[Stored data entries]
::::::::::

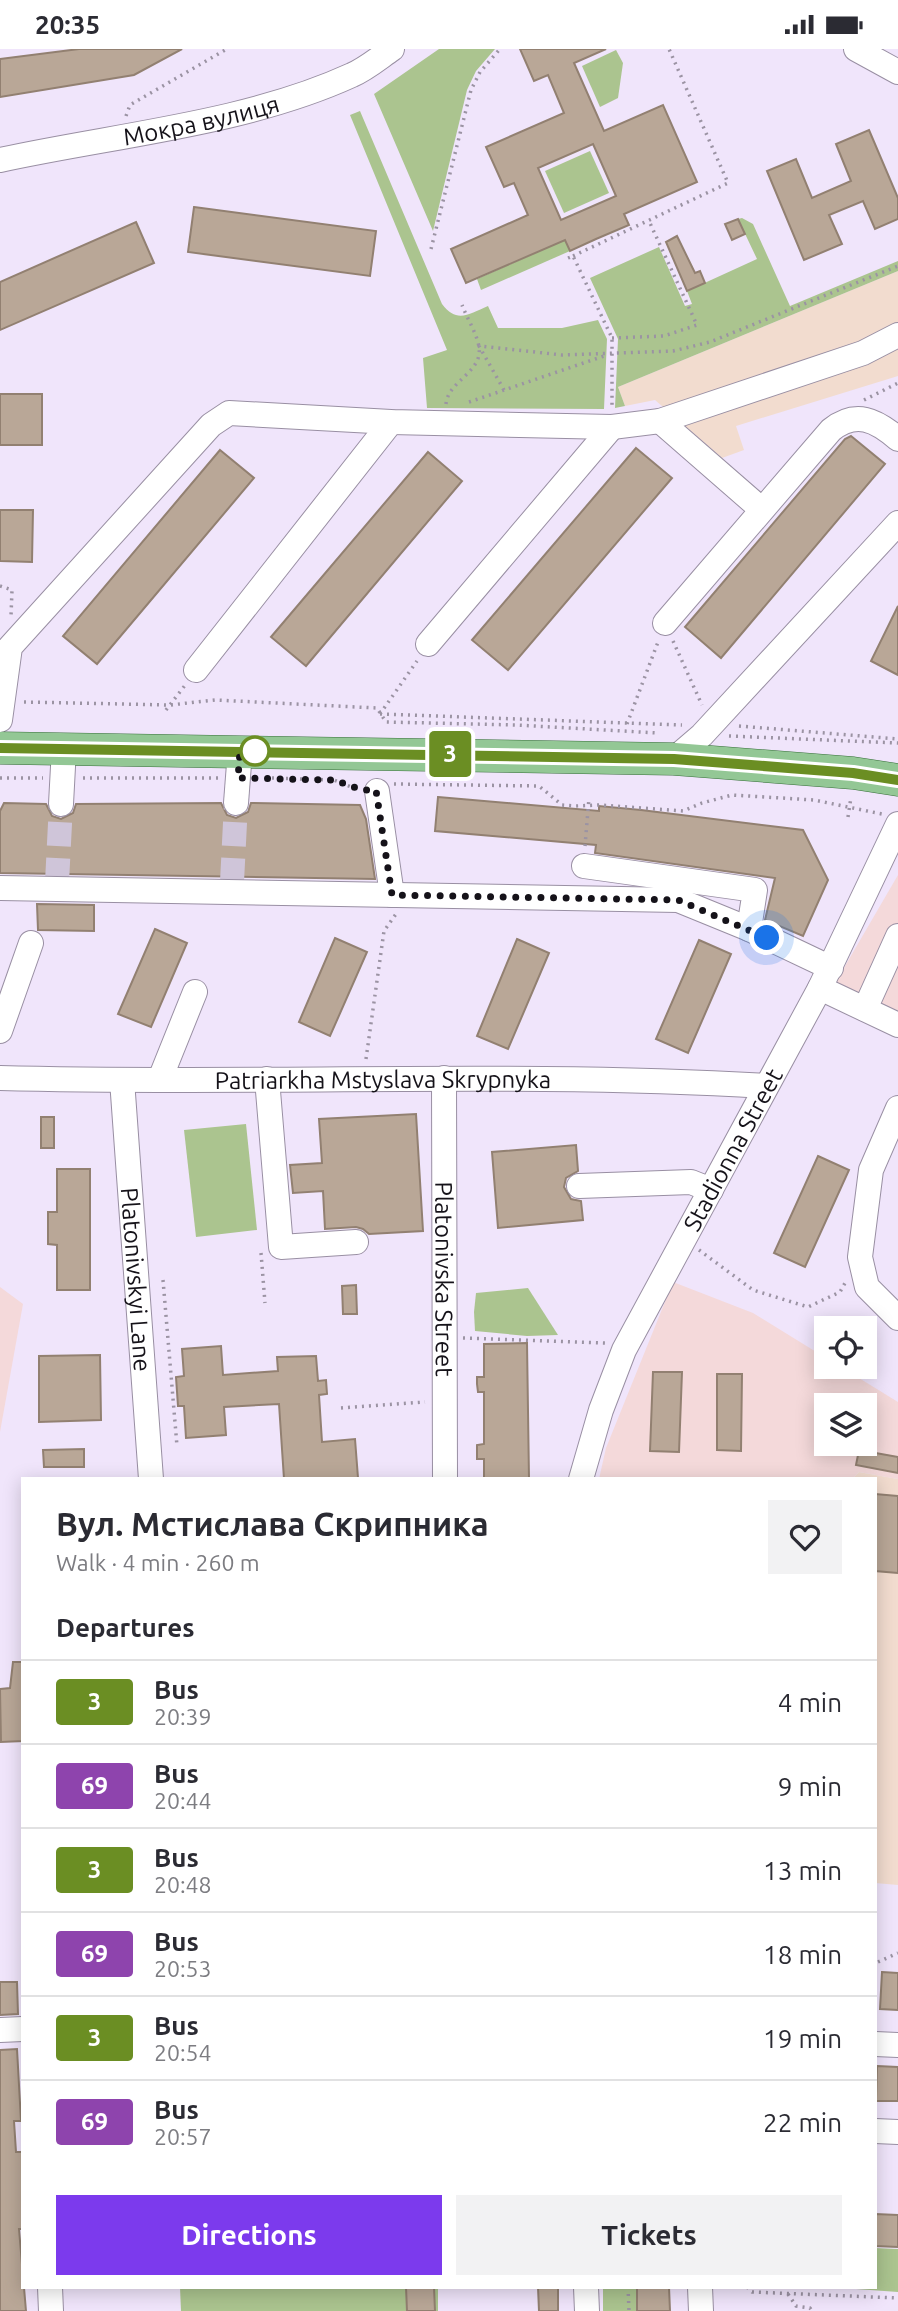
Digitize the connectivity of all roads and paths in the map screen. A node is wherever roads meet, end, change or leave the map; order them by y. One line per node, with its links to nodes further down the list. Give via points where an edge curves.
1 (228, 49): 7 (path, via 130,105)
2 (392, 49): 8 (street, Мокра вулиця, via 354,75 290,98)
3 (500, 49): 10 (path, via 471,90)
4 (668, 49): 9 (path, via 728,183)
5 (856, 49): 6 (street)
6 (898, 72)
7 (125, 114)
8 (0, 160)
9 (649, 221): 14 (path, via 570,257); 14 (path, via 697,325 664,336)
10 (432, 249)
11 (898, 266): 16 (path, via 710,342 673,351)
12 (462, 305): 15 (path)
13 (898, 335): 20 (street, via 863,353)
14 (612, 338): 16 (path)
15 (479, 346): 16 (path, via 562,355); 17 (path); 19 (path, via 477,361 448,393 446,410)
16 (612, 353): 17 (path); 22 (path)
17 (504, 390): 18 (path)
18 (458, 406)
19 (420, 421): 21 (street); 22 (street)
20 (660, 421): 22 (street); 24 (street)
21 (391, 422): 29 (street, via 229,413 211,425); 30 (street)
22 (612, 427): 28 (street)
23 (898, 439): 24 (street, via 886,428 860,417 842,421)
24 (761, 509): 27 (street)
25 (898, 523): 36 (street)
26 (0, 586): 29 (path, via 12,590)
27 (665, 623): 35 (path); 36 (path)
28 (428, 644): 34 (path)
29 (10, 647): 32 (street)
30 (196, 670): 31 (path)
31 (170, 705): 32 (path); 33 (path); 34 (path, via 215,700 377,708)
32 (1, 710)
33 (166, 710)
34 (380, 714): 35 (path); 38 (path, via 386,722 516,725)
35 (627, 725): 36 (path)
36 (707, 730): 37 (path); 37 (path); 38 (street)
37 (898, 741)
38 (668, 746): 41 (main road); 43 (main road)
39 (0, 748): 40 (main road)
40 (63, 763): 41 (main road); 41 (path); 42 (path); 47 (street)
41 (239, 764): 44 (path); 46 (street)
42 (0, 778)
43 (898, 780)
44 (376, 790): 48 (path, via 384,789 387,782 539,786 562,805 683,811 732,795 814,800); 51 (street)
45 (589, 797): 49 (path)
46 (236, 803)
47 (61, 804)
48 (892, 820): 56 (street, Stadionna Street)
49 (584, 866): 52 (street, via 755,890)
50 (0, 888): 51 (street, via 232,887)
51 (392, 895): 52 (street, via 678,900)
52 (749, 929): 56 (street)
53 (384, 930): 62 (path)
54 (898, 937): 58 (street)
55 (32, 943): 60 (street)
56 (825, 978): 58 (street); 67 (street, Stadionna Street)
57 (195, 992): 64 (street)
58 (865, 1009): 59 (street)
59 (898, 1025)
60 (0, 1031)
61 (0, 1078): 66 (street, Patriarkha Mstyslava Skrypnyka)
62 (363, 1078): 63 (street, Patriarkha Mstyslava Skrypnyka); 65 (street, Patriarkha Mstyslava Skrypnyka)
63 (444, 1078): 67 (street, Patriarkha Mstyslava Skrypnyka); 76 (street, Platonivska Street)
64 (160, 1079): 65 (street, Patriarkha Mstyslava Skrypnyka); 66 (street, Patriarkha Mstyslava Skrypnyka)
65 (267, 1079): 71 (street, via 281,1247)
66 (122, 1080): 81 (street, Platonivskyi Lane)
67 (766, 1086): 70 (street, Stadionna Street)
68 (898, 1108): 73 (street, via 871,1170)
69 (579, 1187): 70 (street, via 691,1182)
70 (711, 1190): 77 (street, Stadionna Street)
71 (356, 1242)
72 (699, 1250): 73 (path, via 753,1290 808,1307 840,1292)
73 (860, 1257): 75 (street, via 867,1287)
74 (163, 1280): 80 (path)
75 (898, 1318)
76 (444, 1337): 77 (path, via 612,1343); 78 (street, Platonivska Street)
77 (624, 1350): 83 (street, Stadionna Street)
78 (445, 1401): 79 (path); 82 (street, Platonivska Street)
79 (341, 1408)
80 (177, 1446)
81 (151, 1477)
82 (445, 1477)
83 (582, 1477)
84 (898, 1953): 85 (path)
85 (878, 1962)
86 (21, 2029): 87 (street)
87 (0, 2030)
88 (877, 2044): 89 (street)
89 (898, 2045)
90 (877, 2131): 91 (street)
91 (898, 2132)
92 (50, 2289): 99 (street)
93 (586, 2289): 100 (street)
94 (628, 2289): 101 (path)
95 (700, 2289): 102 (street)
96 (749, 2289): 97 (path, via 752,2293)
97 (788, 2294): 98 (path); 103 (path, via 796,2306)
98 (898, 2298)
99 (51, 2311)
100 (587, 2311)
101 (629, 2311)
102 (701, 2311)
103 (812, 2311)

::::::::::

What you need to do >> On how many lines above does the word "Platonivska" appear? Answer with that figure only.

Written response >> 3